■ Description of the task ■
Use the entries below to count the lines that hold the word "hand"; answer with the number only.

━━━━━━

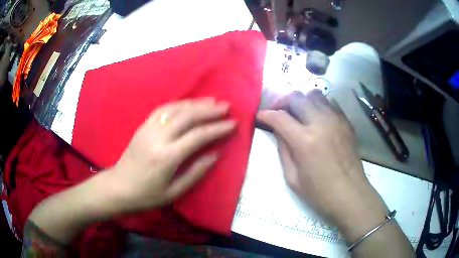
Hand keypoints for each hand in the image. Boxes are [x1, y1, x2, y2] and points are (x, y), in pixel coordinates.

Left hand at [109, 98, 235, 211]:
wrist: (118, 187)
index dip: (217, 128)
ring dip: (195, 103)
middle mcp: (158, 138)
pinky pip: (163, 109)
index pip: (198, 136)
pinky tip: (188, 103)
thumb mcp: (174, 192)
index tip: (232, 124)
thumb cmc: (146, 195)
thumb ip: (196, 172)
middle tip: (226, 106)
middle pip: (188, 117)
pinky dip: (178, 103)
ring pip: (175, 109)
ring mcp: (148, 129)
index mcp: (167, 157)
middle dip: (209, 110)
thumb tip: (215, 154)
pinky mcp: (143, 126)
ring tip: (212, 101)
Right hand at [257, 90, 387, 242]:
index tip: (261, 116)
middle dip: (282, 101)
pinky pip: (330, 103)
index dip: (266, 114)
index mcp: (305, 141)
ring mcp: (336, 120)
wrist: (350, 194)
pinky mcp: (346, 122)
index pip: (280, 117)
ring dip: (302, 100)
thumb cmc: (319, 192)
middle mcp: (321, 123)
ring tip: (297, 112)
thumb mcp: (293, 178)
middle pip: (297, 97)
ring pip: (314, 94)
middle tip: (278, 112)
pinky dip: (318, 105)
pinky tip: (316, 118)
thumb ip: (283, 150)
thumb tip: (278, 131)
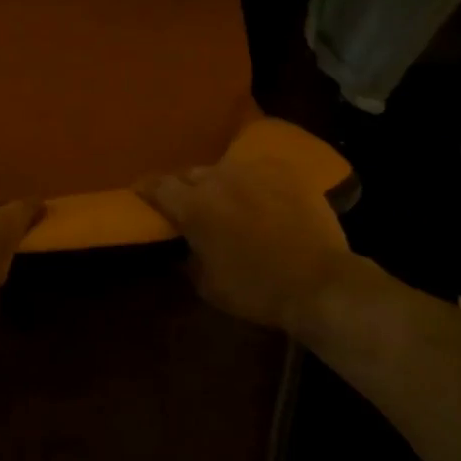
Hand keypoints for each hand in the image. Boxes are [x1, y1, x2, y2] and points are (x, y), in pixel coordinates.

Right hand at [135, 159, 368, 334]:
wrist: (318, 282)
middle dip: (185, 188)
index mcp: (194, 206)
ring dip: (220, 184)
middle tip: (188, 204)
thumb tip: (187, 245)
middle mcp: (220, 178)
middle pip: (191, 174)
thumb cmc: (257, 290)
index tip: (141, 192)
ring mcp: (255, 170)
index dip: (147, 188)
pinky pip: (259, 171)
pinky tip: (261, 199)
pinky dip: (253, 183)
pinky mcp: (285, 171)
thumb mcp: (209, 285)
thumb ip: (190, 257)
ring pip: (226, 169)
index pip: (159, 186)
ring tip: (227, 200)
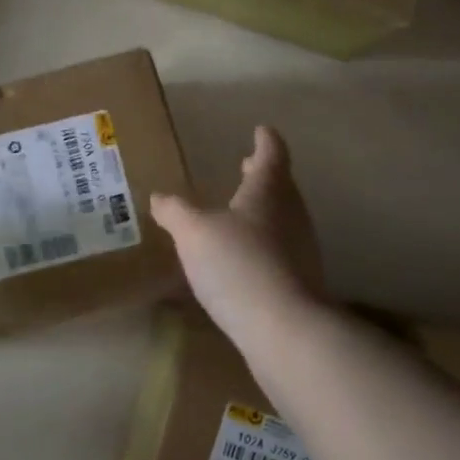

━━━━━━

■ Answer section ■
5